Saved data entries
################

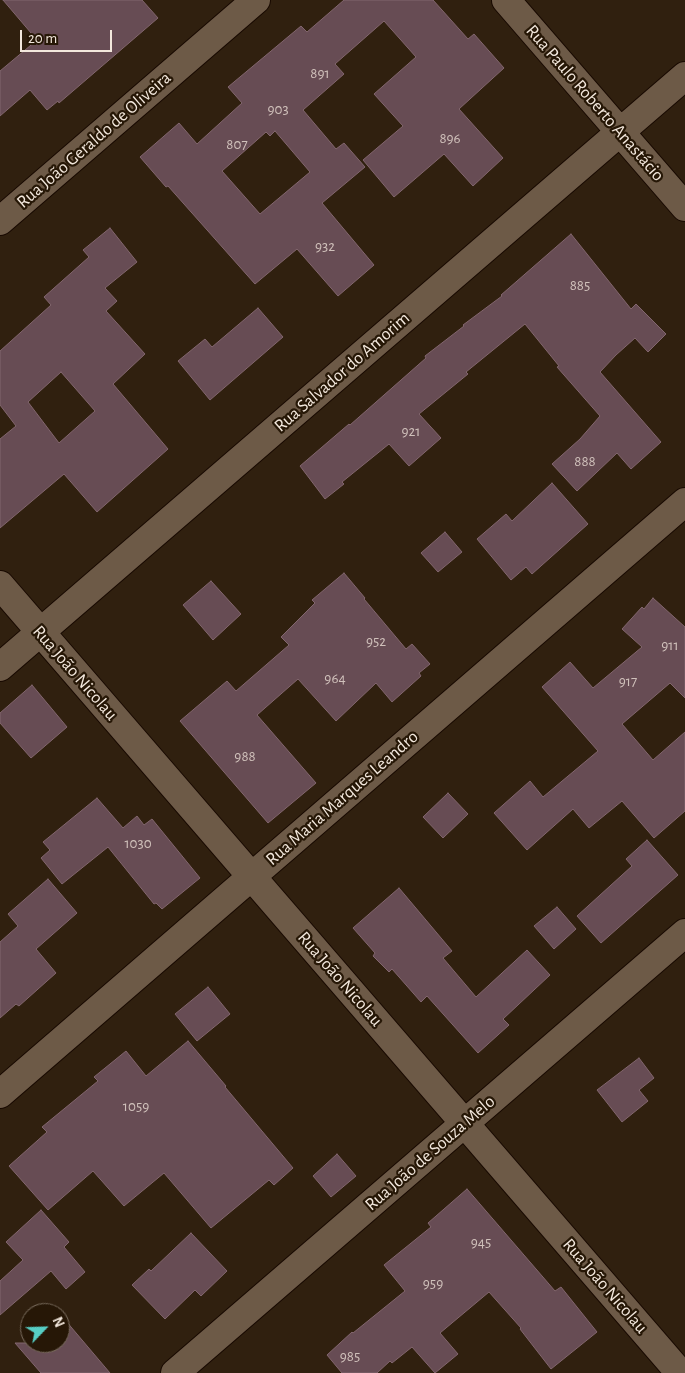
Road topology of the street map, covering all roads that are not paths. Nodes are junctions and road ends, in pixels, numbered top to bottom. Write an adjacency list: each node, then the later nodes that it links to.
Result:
1 (256, 0): 6 (street, Rua João Geraldo de Oliveira)
2 (506, 0): 4 (street, Rua Paulo Roberto Anastácio)
3 (685, 76): 4 (street, Rua Salvador do Amorim)
4 (620, 132): 5 (street, Rua Paulo Roberto Anastácio); 9 (street, Rua Salvador do Amorim)
5 (685, 207)
6 (0, 221)
7 (685, 502): 11 (street, Rua Maria Marques Leandro)
8 (0, 585): 9 (street, Rua João Nicolau)
9 (40, 632): 10 (street, Rua Salvador do Amorim); 11 (street, Rua João Nicolau)
10 (0, 667)
11 (251, 877): 13 (street, Rua Maria Marques Leandro); 14 (street, Rua João Nicolau)
12 (685, 933): 14 (street, Rua João de Souza Melo)
13 (0, 1094)
14 (464, 1123): 16 (street, Rua João de Souza Melo); 17 (street, Rua João Nicolau)
15 (685, 1369): 17 (street)
16 (175, 1373)
17 (680, 1373)

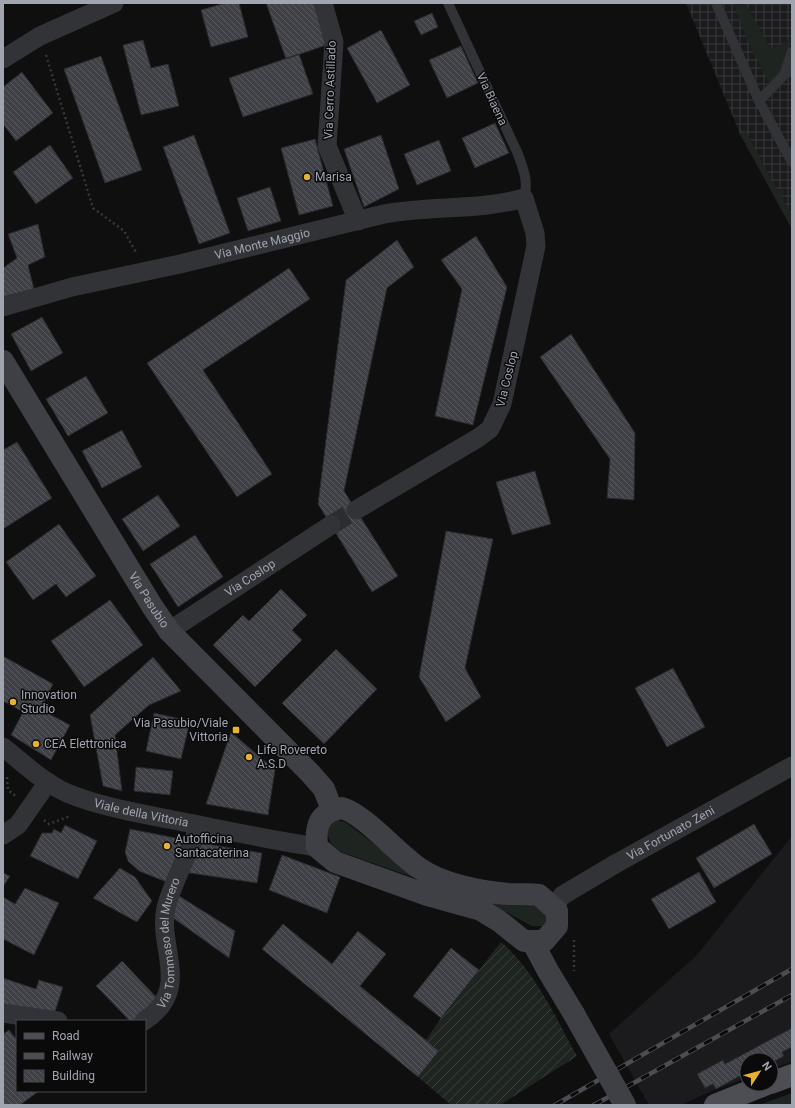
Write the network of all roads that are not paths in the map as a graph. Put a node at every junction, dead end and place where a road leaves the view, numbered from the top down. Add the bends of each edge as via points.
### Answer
1 (114, 3) edge
2 (323, 3) edge
3 (448, 3) edge
4 (716, 3) edge
5 (792, 52) edge
6 (3, 59) edge
7 (788, 73) edge
8 (759, 101) junction
9 (792, 162) edge
10 (524, 198) junction
11 (358, 221) junction
12 (3, 307) edge
13 (3, 361) edge
14 (356, 510) tunnel mouth
15 (331, 525) tunnel mouth
16 (169, 631) junction
17 (3, 747) edge
18 (792, 766) edge
19 (48, 782) junction
20 (332, 810) junction
21 (3, 835) edge
22 (195, 836) dead end
23 (317, 847) junction
24 (553, 906) junction
25 (532, 941) junction
26 (3, 1013) edge
27 (51, 1020) edge
28 (145, 1020) edge
29 (792, 1075) edge
30 (779, 1080) edge
31 (747, 1092) edge
32 (625, 1105) edge
33 (714, 1105) edge

1 - 6 street via 40,36
2 - 11 street, Via Cerro Astillado via 334,42 328,146
3 - 10 lane, Via Biaena via 518,154 525,174 527,189
4 - 8 lane
5 - 7 lane
7 - 8 lane
8 - 9 lane
10 - 11 street, Via Monte Maggio via 503,204 406,210
10 - 14 street, Via Coslop via 536,246 511,369 496,421 478,438
11 - 12 street, Via Monte Maggio via 72,288
13 - 16 street, Via Pasubio
15 - 16 street, Via Coslop
16 - 20 street, Via Pasubio via 310,772 324,789
17 - 19 street, Viale della Vittoria
18 - 24 street, Via Fortunato Zeni via 617,863 563,895
19 - 21 street via 18,825
19 - 23 street, Viale della Vittoria via 66,793 124,810
20 - 23 street via 318,823
20 - 24 street via 342,808 355,813 403,856 432,876 476,889 539,895
22 - 28 street, Via Tommaso del Murero via 164,920 171,960 171,978 165,1000
23 - 25 street via 335,862 427,895 481,910 524,941
24 - 25 street via 557,911 557,926 544,941
25 - 32 street, bridge
26 - 27 street
29 - 30 main road
31 - 33 main road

################

What the exercise asks »
Copy out each line of the entries where the word "roads" is found.

Result of the task »
Road topology of the street map, covering all roads that are not paths. Nodes are junctions and road ends, in pixels, numbered top to bottom. Write an adjacency list: each node, then the later nodes that it links to.
Write the network of all roads that are not paths in the map as a graph. Put a node at every junction, dead end and place where a road leaves the view, numbered from the top down. Add the bends of each edge as via points.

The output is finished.